The Formula Ford championship, which Shanahan was contesting, is one of the most important training grounds for young drivers pursuing a career in motorsport, and the vast majority of current Formula One drivers, including all the Britons currently at the top level, competed in previous versions of this category.


by Martin Walsh – Irish Examiner – 1st June 1999

Neil Shanahan, one of the brightest prospects in Irish motor sport, was tragically killed in Oulton Park, Cheshire in England yesterday, whilst competing in the fifth round of the Slick 50 Formula Ford Zetec Championship.

The 19-year-old was involved in a three-car collision on the second lap at Clay Hill corner and died as he was being airlifted to hospital.

Neil Shanahan began his motor sport exploits in Junior Karting in 1993, three years later, he finished runner-up to Michael Keohane in the Formula Karting Championship.

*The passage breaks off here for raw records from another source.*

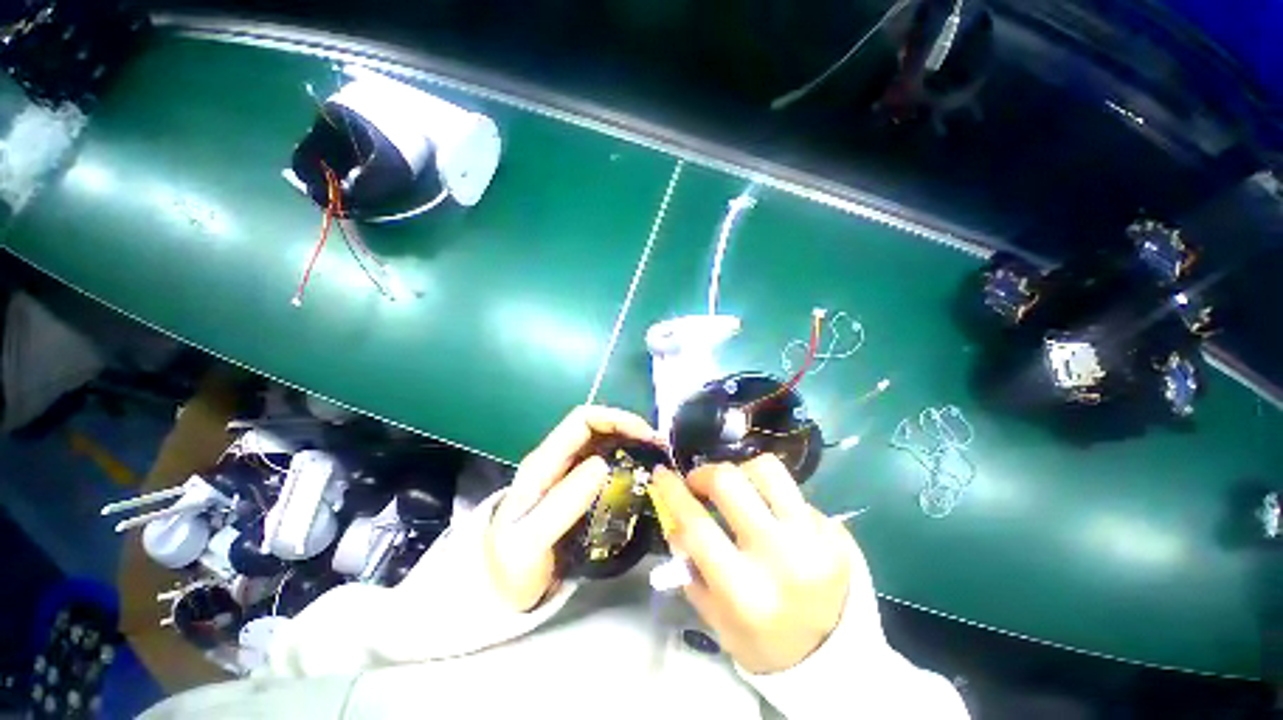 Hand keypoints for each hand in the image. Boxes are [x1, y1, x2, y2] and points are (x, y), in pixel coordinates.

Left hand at [486, 406, 660, 611]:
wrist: (499, 587)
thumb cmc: (512, 566)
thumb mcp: (530, 540)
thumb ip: (563, 504)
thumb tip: (603, 465)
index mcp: (543, 462)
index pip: (582, 420)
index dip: (616, 419)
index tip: (645, 436)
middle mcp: (556, 458)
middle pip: (596, 426)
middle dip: (629, 428)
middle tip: (659, 447)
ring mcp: (566, 470)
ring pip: (603, 441)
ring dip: (630, 442)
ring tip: (656, 456)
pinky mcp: (576, 484)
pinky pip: (605, 460)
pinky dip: (626, 459)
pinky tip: (642, 471)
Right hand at [651, 455, 857, 673]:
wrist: (834, 659)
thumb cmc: (763, 641)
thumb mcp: (715, 617)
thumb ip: (690, 566)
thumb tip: (675, 519)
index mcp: (744, 590)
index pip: (696, 524)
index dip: (672, 492)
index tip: (661, 473)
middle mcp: (779, 557)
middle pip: (730, 483)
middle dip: (704, 473)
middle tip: (699, 482)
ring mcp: (813, 540)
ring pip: (767, 470)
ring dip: (741, 471)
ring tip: (737, 487)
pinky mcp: (834, 531)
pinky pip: (793, 491)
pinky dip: (772, 496)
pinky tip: (771, 515) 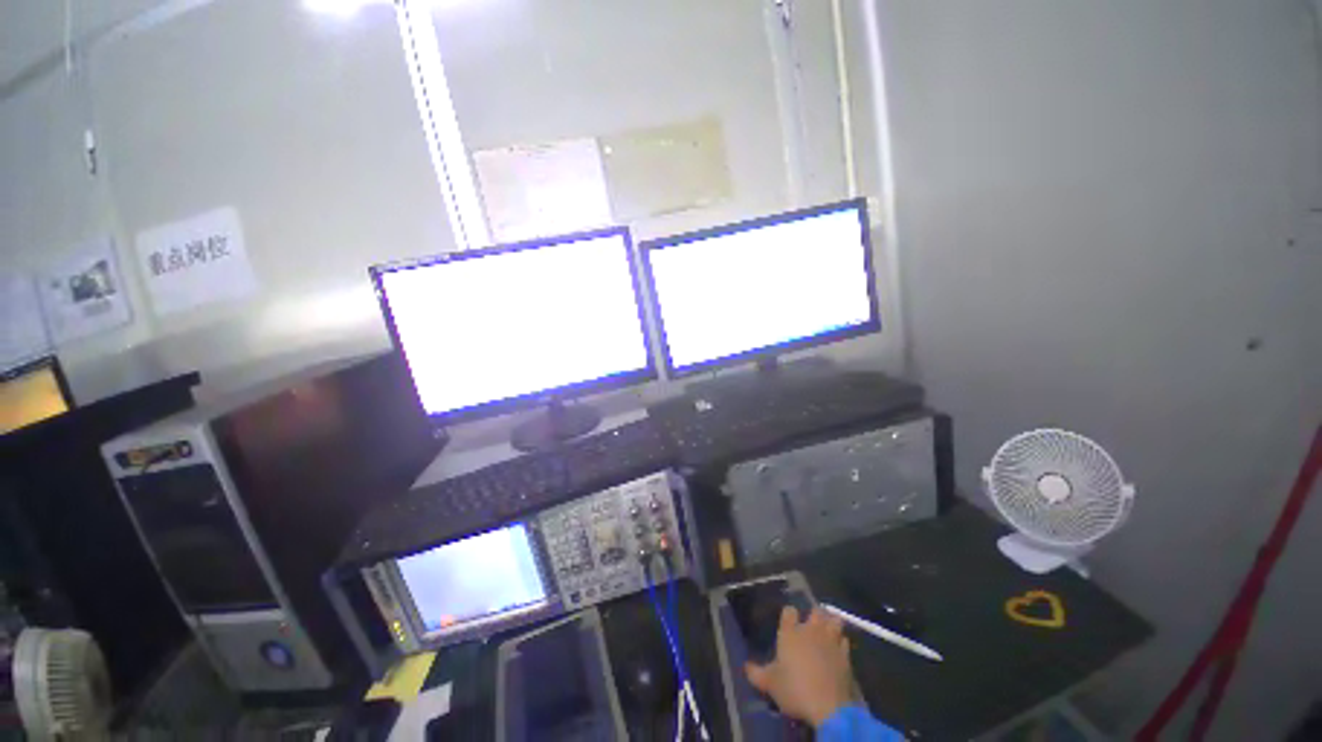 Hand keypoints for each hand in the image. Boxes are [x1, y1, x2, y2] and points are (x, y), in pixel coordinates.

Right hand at [744, 606, 855, 726]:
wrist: (829, 707)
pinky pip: (844, 640)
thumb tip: (745, 666)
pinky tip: (838, 649)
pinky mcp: (845, 655)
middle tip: (811, 625)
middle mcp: (810, 631)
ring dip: (831, 624)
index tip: (788, 622)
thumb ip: (756, 673)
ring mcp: (830, 641)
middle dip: (814, 615)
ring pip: (833, 621)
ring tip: (828, 630)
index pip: (789, 611)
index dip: (789, 615)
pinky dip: (841, 642)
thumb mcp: (770, 684)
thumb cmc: (794, 690)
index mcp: (790, 632)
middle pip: (815, 611)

He was also second overall in the Southern Karting Club Championship and third overall in the Irish Karting Club Championship. The same year, 1996, he was awarded the Philips Trophy by the Royal Irish Automobile Club for the most improved Driver of the Year. Neil made an immediate impact in his move into single seater racing the following year and won the DHL Star of Tomorrow Formula Ford 1600cc Championship. The Churchtown teenager won a total of ten races en route to success. He was also a winner at the Phoenix Park Races in the same category and was the dominant force in the Ford Zetec Championship in 1997.